Think Again. Part Two in a multi-part Email Strategy
Filed under: Agency, Email Marketing, Non-Profits on Thursday, October 4th, 2007 by Serengeti CommunicationsLast week, I focused the first part of the email series on thinking about who your emails come from, and how you should approach the classic “signer’ issue in emails.
This week, we are going to focus on the missed opportunities by not properly following up on email communications.
I’ve worked with many clients that spend countless hours creating and writing the email appeals or newsletters but stop thinking about it once the ’send’ button has been pressed.
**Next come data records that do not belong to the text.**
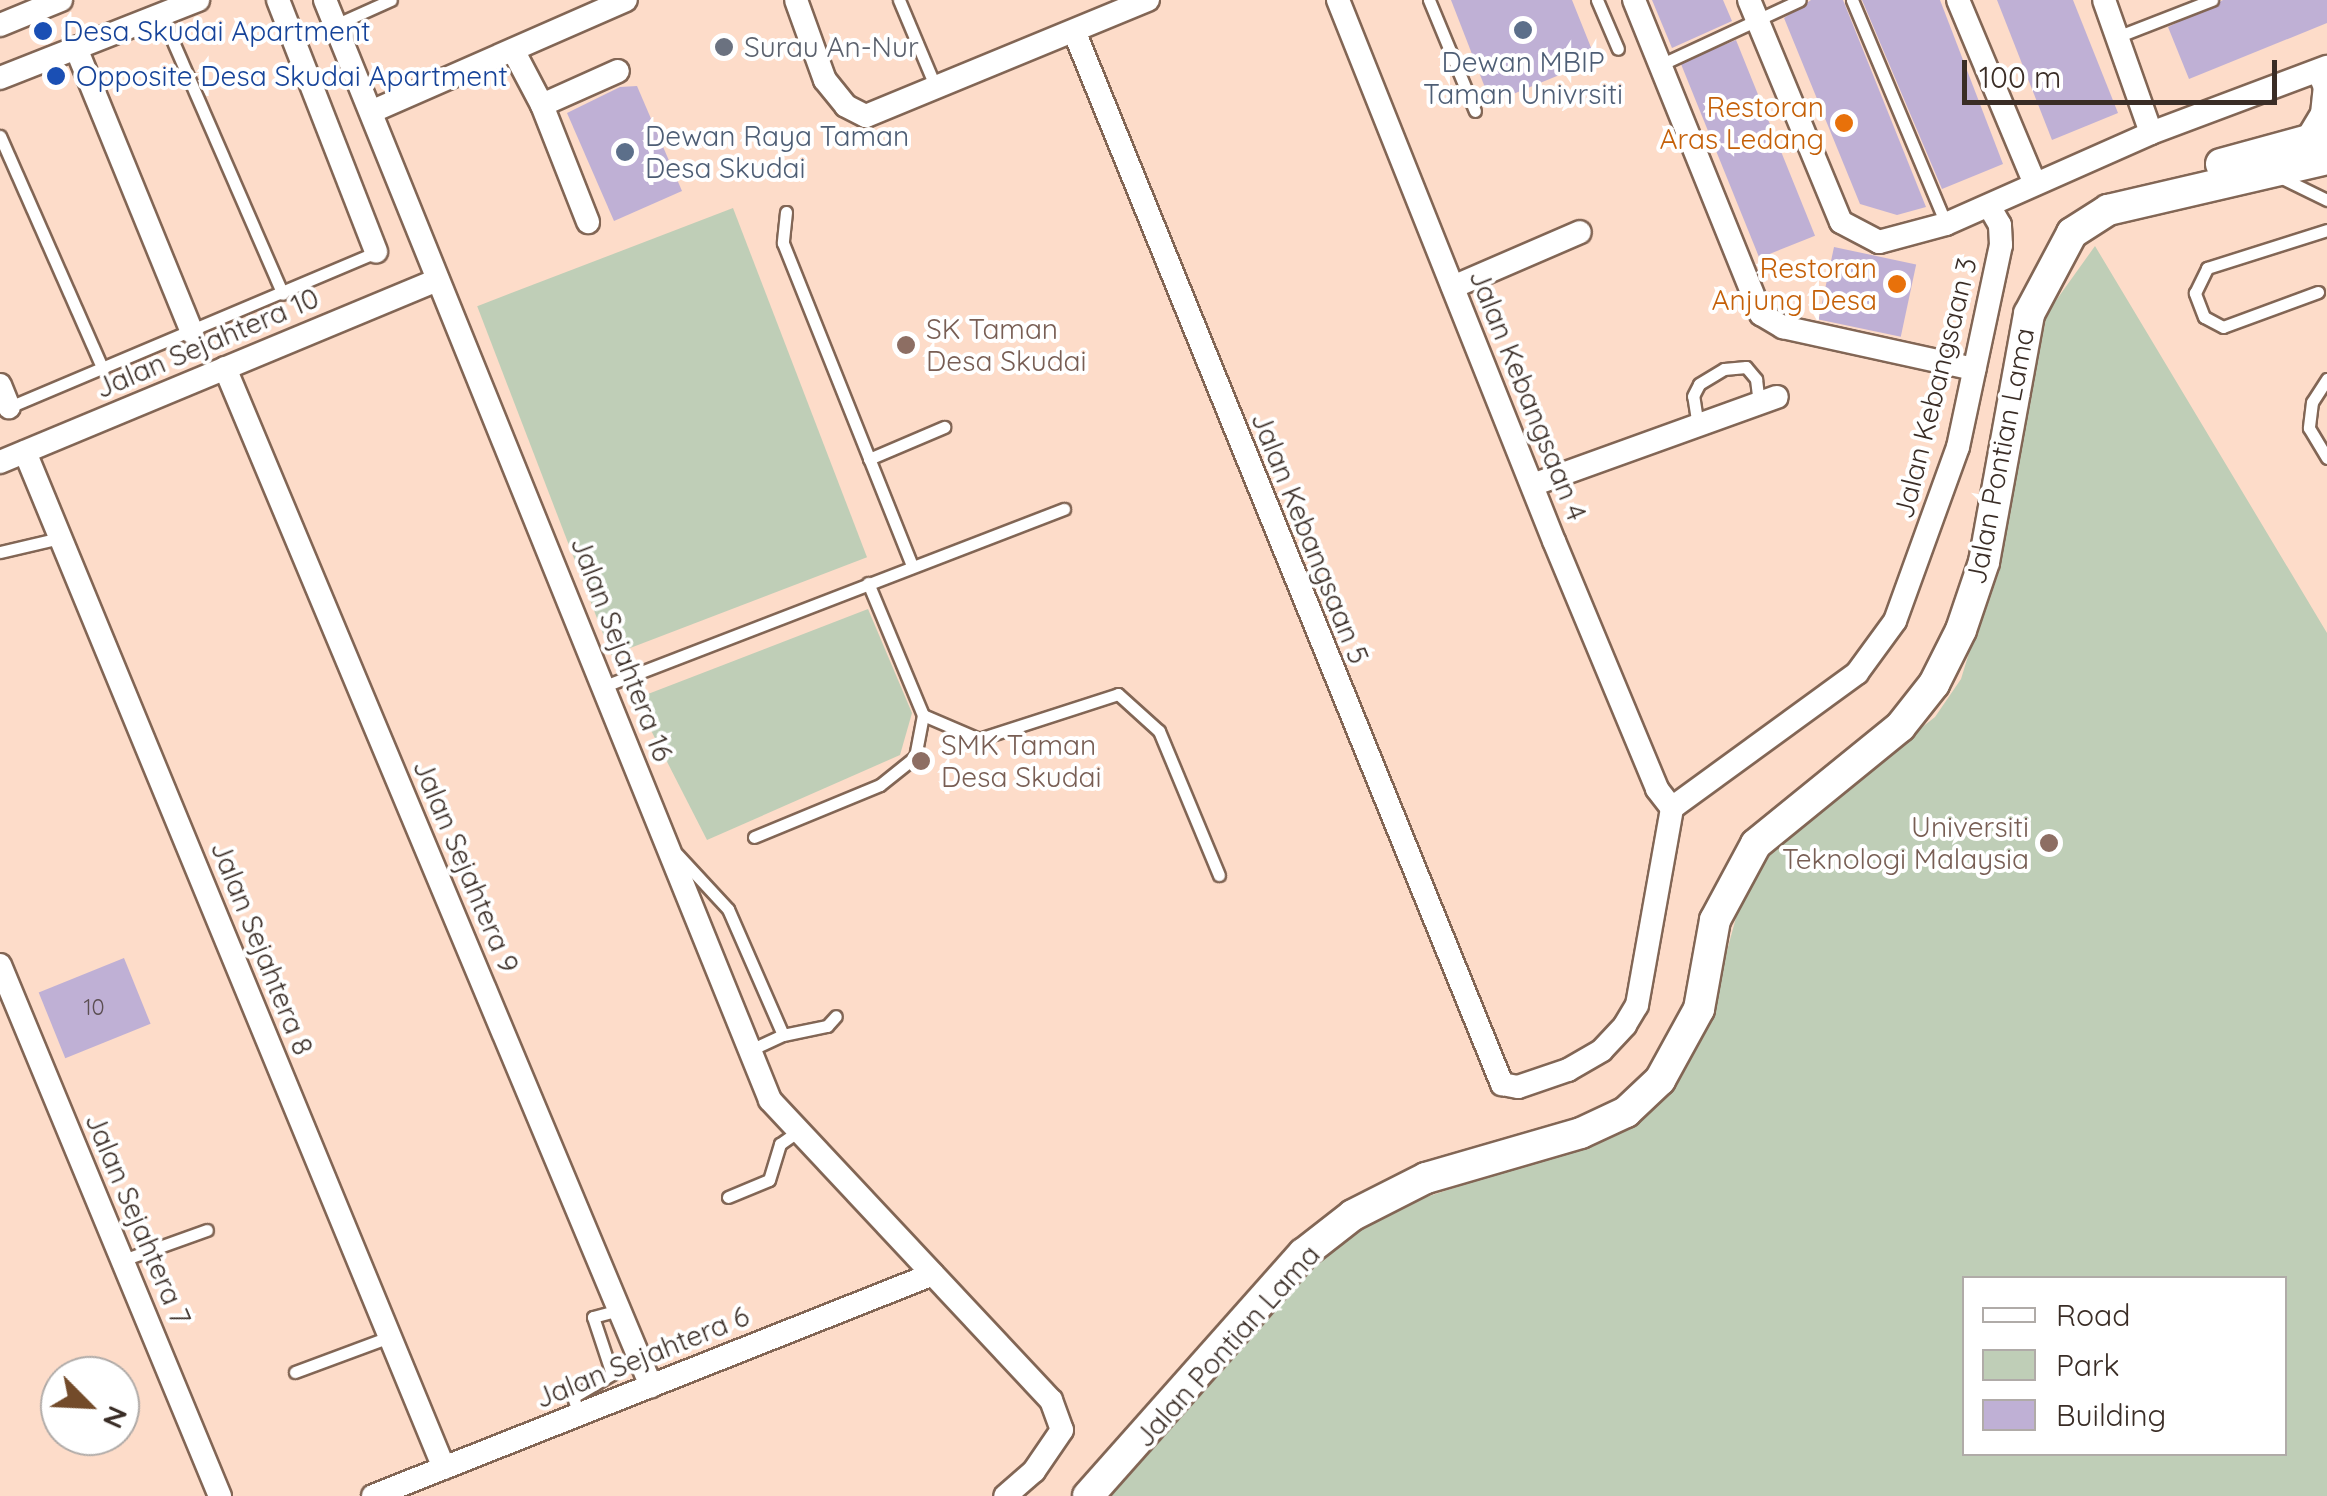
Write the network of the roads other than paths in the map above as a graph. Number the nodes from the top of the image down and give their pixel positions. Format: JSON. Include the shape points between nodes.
{"nodes":[{"id":1,"x":61,"y":0,"type":"edge"},
{"id":2,"x":198,"y":0,"type":"edge"},
{"id":3,"x":278,"y":0,"type":"edge"},
{"id":4,"x":325,"y":0,"type":"edge"},
{"id":5,"x":391,"y":0,"type":"edge"},
{"id":6,"x":796,"y":0,"type":"edge"},
{"id":7,"x":898,"y":0,"type":"edge"},
{"id":8,"x":1148,"y":0,"type":"edge"},
{"id":9,"x":1338,"y":0,"type":"edge"},
{"id":10,"x":1429,"y":0,"type":"edge"},
{"id":11,"x":1597,"y":0,"type":"edge"},
{"id":12,"x":1634,"y":0,"type":"edge"},
{"id":13,"x":1800,"y":0,"type":"edge"},
{"id":14,"x":1852,"y":0,"type":"edge"},
{"id":15,"x":1958,"y":0,"type":"edge"},
{"id":16,"x":2104,"y":0,"type":"edge"},
{"id":17,"x":2212,"y":0,"type":"edge"},
{"id":18,"x":623,"y":1,"type":"edge"},
{"id":19,"x":160,"y":8,"type":"edge"},
{"id":20,"x":1753,"y":10,"type":"edge"},
{"id":21,"x":0,"y":25,"type":"edge"},
{"id":22,"x":336,"y":25,"type":"junction"},
{"id":23,"x":1074,"y":31,"type":"junction"},
{"id":24,"x":2117,"y":37,"type":"junction"},
{"id":25,"x":76,"y":48,"type":"junction"},
{"id":26,"x":513,"y":50,"type":"junction"},
{"id":27,"x":1618,"y":50,"type":"dead end"},
{"id":28,"x":1660,"y":65,"type":"junction"},
{"id":29,"x":618,"y":71,"type":"dead end"},
{"id":30,"x":0,"y":78,"type":"edge"},
{"id":31,"x":2324,"y":78,"type":"edge"},
{"id":32,"x":936,"y":88,"type":"junction"},
{"id":33,"x":542,"y":105,"type":"junction"},
{"id":34,"x":372,"y":111,"type":"junction"},
{"id":35,"x":1476,"y":111,"type":"dead end"},
{"id":36,"x":2152,"y":133,"type":"junction"},
{"id":37,"x":0,"y":136,"type":"edge"},
{"id":38,"x":2320,"y":146,"type":"edge"},
{"id":39,"x":2264,"y":174,"type":"junction"},
{"id":40,"x":2035,"y":184,"type":"junction"},
{"id":41,"x":2327,"y":200,"type":"edge"},
{"id":42,"x":1989,"y":206,"type":"junction"},
{"id":43,"x":2108,"y":210,"type":"junction"},
{"id":44,"x":786,"y":212,"type":"dead end"},
{"id":45,"x":588,"y":222,"type":"dead end"},
{"id":46,"x":1946,"y":224,"type":"junction"},
{"id":47,"x":2327,"y":230,"type":"edge"},
{"id":48,"x":1580,"y":232,"type":"dead end"},
{"id":49,"x":376,"y":252,"type":"joint"},
{"id":50,"x":438,"y":280,"type":"junction"},
{"id":51,"x":1453,"y":287,"type":"junction"},
{"id":52,"x":2318,"y":292,"type":"dead end"},
{"id":53,"x":283,"y":294,"type":"junction"},
{"id":54,"x":192,"y":332,"type":"junction"},
{"id":55,"x":103,"y":368,"type":"junction"},
{"id":56,"x":225,"y":368,"type":"junction"},
{"id":57,"x":1974,"y":369,"type":"junction"},
{"id":58,"x":2327,"y":379,"type":"edge"},
{"id":59,"x":0,"y":384,"type":"edge"},
{"id":60,"x":1768,"y":400,"type":"joint"},
{"id":61,"x":5,"y":409,"type":"edge"},
{"id":62,"x":1698,"y":426,"type":"junction"},
{"id":63,"x":944,"y":427,"type":"dead end"},
{"id":64,"x":25,"y":452,"type":"junction"},
{"id":65,"x":869,"y":458,"type":"junction"},
{"id":66,"x":2327,"y":458,"type":"edge"},
{"id":67,"x":0,"y":462,"type":"edge"},
{"id":68,"x":1535,"y":484,"type":"junction"},
{"id":69,"x":1064,"y":509,"type":"dead end"},
{"id":70,"x":60,"y":538,"type":"junction"},
{"id":71,"x":0,"y":552,"type":"edge"},
{"id":72,"x":912,"y":565,"type":"junction"},
{"id":73,"x":868,"y":584,"type":"junction"},
{"id":74,"x":605,"y":686,"type":"junction"},
{"id":75,"x":924,"y":715,"type":"junction"},
{"id":76,"x":1672,"y":808,"type":"junction"},
{"id":77,"x":754,"y":837,"type":"dead end"},
{"id":78,"x":665,"y":846,"type":"junction"},
{"id":79,"x":1219,"y":876,"type":"dead end"},
{"id":80,"x":0,"y":965,"type":"edge"},
{"id":81,"x":836,"y":1016,"type":"dead end"},
{"id":82,"x":783,"y":1035,"type":"junction"},
{"id":83,"x":746,"y":1052,"type":"junction"},
{"id":84,"x":796,"y":1133,"type":"junction"},
{"id":85,"x":728,"y":1197,"type":"dead end"},
{"id":86,"x":208,"y":1230,"type":"dead end"},
{"id":87,"x":122,"y":1260,"type":"junction"},
{"id":88,"x":933,"y":1274,"type":"junction"},
{"id":89,"x":619,"y":1310,"type":"junction"},
{"id":90,"x":389,"y":1337,"type":"junction"},
{"id":91,"x":295,"y":1372,"type":"dead end"},
{"id":92,"x":651,"y":1386,"type":"junction"},
{"id":93,"x":579,"y":1415,"type":"junction"},
{"id":94,"x":444,"y":1468,"type":"junction"},
{"id":95,"x":220,"y":1496,"type":"edge"},
{"id":96,"x":373,"y":1496,"type":"edge"},
{"id":97,"x":1006,"y":1496,"type":"edge"},
{"id":98,"x":1088,"y":1496,"type":"edge"}],
"edges":[{"from":1,"to":21,"type":"street"},
{"from":2,"to":19,"type":"street"},
{"from":3,"to":49,"type":"street"},
{"from":4,"to":22,"type":"street","name":"Jalan Sejahtera 16"},
{"from":5,"to":22,"type":"lane"},
{"from":6,"to":32,"type":"street","via":[[825,80],[846,106],[866,116]]},
{"from":7,"to":32,"type":"lane"},
{"from":8,"to":23,"type":"street"},
{"from":9,"to":51,"type":"street","name":"Jalan Kebangsaan 4"},
{"from":10,"to":35,"type":"lane"},
{"from":11,"to":27,"type":"lane"},
{"from":12,"to":28,"type":"street"},
{"from":13,"to":20,"type":"lane"},
{"from":14,"to":46,"type":"lane"},
{"from":15,"to":40,"type":"street"},
{"from":16,"to":24,"type":"street"},
{"from":17,"to":24,"type":"lane"},
{"from":18,"to":26,"type":"street"},
{"from":19,"to":25,"type":"street"},
{"from":19,"to":53,"type":"lane"},
{"from":20,"to":28,"type":"lane"},
{"from":20,"to":46,"type":"street","via":[[1841,222],[1879,242]]},
{"from":22,"to":34,"type":"street","name":"Jalan Sejahtera 16"},
{"from":23,"to":32,"type":"street"},
{"from":23,"to":76,"type":"street","name":"Jalan Kebangsaan 5","via":[[1502,1084],[1534,1082],[1602,1050],[1637,1005]]},
{"from":24,"to":36,"type":"street"},
{"from":25,"to":30,"type":"street"},
{"from":25,"to":54,"type":"street"},
{"from":26,"to":33,"type":"street"},
{"from":26,"to":34,"type":"street"},
{"from":28,"to":57,"type":"street","via":[[1761,314],[1783,328]]},
{"from":29,"to":33,"type":"street"},
{"from":31,"to":36,"type":"street"},
{"from":31,"to":38,"type":"street"},
{"from":33,"to":45,"type":"street"},
{"from":34,"to":50,"type":"street","name":"Jalan Sejahtera 16"},
{"from":36,"to":40,"type":"street"},
{"from":37,"to":55,"type":"lane"},
{"from":38,"to":39,"type":"street","name":"Jalan Pontian Lama"},
{"from":38,"to":43,"type":"street","via":[[2197,171]]},
{"from":39,"to":41,"type":"lane"},
{"from":39,"to":43,"type":"street","name":"Jalan Pontian Lama"},
{"from":40,"to":42,"type":"street"},
{"from":42,"to":46,"type":"street"},
{"from":42,"to":57,"type":"street","name":"Jalan Kebangsaan 3","via":[[2001,245]]},
{"from":43,"to":98,"type":"street","name":"Jalan Pontian Lama","via":[[2072,233],[2029,314],[1984,562],[1934,684],[1853,771],[1756,844],[1714,920],[1699,1008],[1660,1080],[1626,1112],[1581,1132],[1426,1178],[1353,1215],[1304,1254]]},
{"from":44,"to":65,"type":"lane","via":[[783,242]]},
{"from":47,"to":52,"type":"lane","via":[[2208,268],[2195,293],[2204,318],[2223,327]]},
{"from":48,"to":51,"type":"street"},
{"from":49,"to":53,"type":"lane"},
{"from":50,"to":56,"type":"street","name":"Jalan Sejahtera 10"},
{"from":50,"to":74,"type":"street","name":"Jalan Sejahtera 16"},
{"from":51,"to":68,"type":"street","name":"Jalan Kebangsaan 4"},
{"from":53,"to":54,"type":"lane"},
{"from":54,"to":55,"type":"lane"},
{"from":55,"to":61,"type":"lane"},
{"from":56,"to":64,"type":"street","name":"Jalan Sejahtera 10"},
{"from":56,"to":89,"type":"street","name":"Jalan Sejahtera 9"},
{"from":57,"to":76,"type":"street","name":"Jalan Kebangsaan 3","via":[[1934,526],[1894,621],[1857,673]]},
{"from":58,"to":66,"type":"lane","via":[[2312,402],[2309,428]]},
{"from":59,"to":61,"type":"street"},
{"from":60,"to":62,"type":"street"},
{"from":60,"to":62,"type":"lane","via":[[1746,367],[1724,368],[1693,396]]},
{"from":62,"to":68,"type":"street"},
{"from":63,"to":65,"type":"lane"},
{"from":64,"to":67,"type":"street","name":"Jalan Sejahtera 10"},
{"from":64,"to":70,"type":"street","name":"Jalan Sejahtera 8"},
{"from":65,"to":72,"type":"lane"},
{"from":68,"to":76,"type":"street","name":"Jalan Kebangsaan 4","via":[[1657,789]]},
{"from":69,"to":72,"type":"lane"},
{"from":70,"to":71,"type":"lane"},
{"from":70,"to":90,"type":"street","name":"Jalan Sejahtera 8"},
{"from":72,"to":73,"type":"lane"},
{"from":73,"to":74,"type":"lane"},
{"from":73,"to":75,"type":"lane"},
{"from":74,"to":78,"type":"street","name":"Jalan Sejahtera 16"},
{"from":75,"to":77,"type":"lane","via":[[909,768]]},
{"from":75,"to":79,"type":"lane","via":[[978,738],[1118,694],[1159,730]]},
{"from":78,"to":82,"type":"lane","via":[[696,869],[728,909]]},
{"from":78,"to":83,"type":"street","name":"Jalan Sejahtera 16"},
{"from":80,"to":87,"type":"street","name":"Jalan Sejahtera 7"},
{"from":81,"to":82,"type":"lane","via":[[827,1026]]},
{"from":82,"to":83,"type":"lane"},
{"from":83,"to":84,"type":"street","name":"Jalan Sejahtera 16"},
{"from":84,"to":85,"type":"lane","via":[[780,1144],[769,1180]]},
{"from":84,"to":88,"type":"street","name":"Jalan Sejahtera 16"},
{"from":86,"to":87,"type":"lane"},
{"from":87,"to":95,"type":"street","name":"Jalan Sejahtera 7"},
{"from":88,"to":92,"type":"street","name":"Jalan Sejahtera 6"},
{"from":88,"to":97,"type":"street","name":"Jalan Sejahtera 16","via":[[1051,1400],[1062,1430],[1034,1471]]},
{"from":89,"to":92,"type":"street","name":"Jalan Sejahtera 9"},
{"from":89,"to":93,"type":"lane","via":[[593,1317],[612,1374],[573,1397]]},
{"from":90,"to":91,"type":"lane"},
{"from":90,"to":94,"type":"street","name":"Jalan Sejahtera 8"},
{"from":92,"to":93,"type":"street","name":"Jalan Sejahtera 6"},
{"from":93,"to":94,"type":"street","name":"Jalan Sejahtera 6"},
{"from":94,"to":96,"type":"street","name":"Jalan Sejahtera 6"}]}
Many systems have automated responses that will trigger when the email recipient takes some sort of action – but most of these systems don’t even track those responses or even the open rates.
It is crucial that you have a follow-up strategy for every email that you send.
After your initial send you should track the email stats (open rates, click throughs, response or conversions, and unsubscribes) to determine how long your email has life – usually about three days if sent early in the week, or four days if sent later in the week. At this point you should be sending a follow up communication to those that didn’t open the email on the first send. You will definitely see some additional lift in responses to the campaign – and you really haven’t annoyed the recipient because they didn’t open the email in the first place. When you DO send this follow up, make sure that you address the reason for resending the email, don’t just resend the original.
Also think about testing a subject line at this point as well – you will have a better audience to test an open rate with a group of people that didn’t open the first time.
Several weeks after the initial email communication (and subsequent emails) PLEASE send a thank you follow up. Do NOT consider your autoresponse emails as a thank you – even if you thank them in that email. The autoresponse email is really just an action receipt. (do YOU open autorespsonder emails after an action?) You will be suprised that many recipients may take a second action at this time, and if not, they will remember the thank you at a later date. Make sure this thank you email summarizes your campaign or the actions taken and how the recipient really contributed.
With this email follow up plan, it’s also good to keep a keen eye on your unsubscribe rates to see if you are causing recipients to drop off your list – chances are the numbers may rise a bit, but you are also cleaning up your list of non-responders at the same time.
So, in short summary – think before you send, and then think again.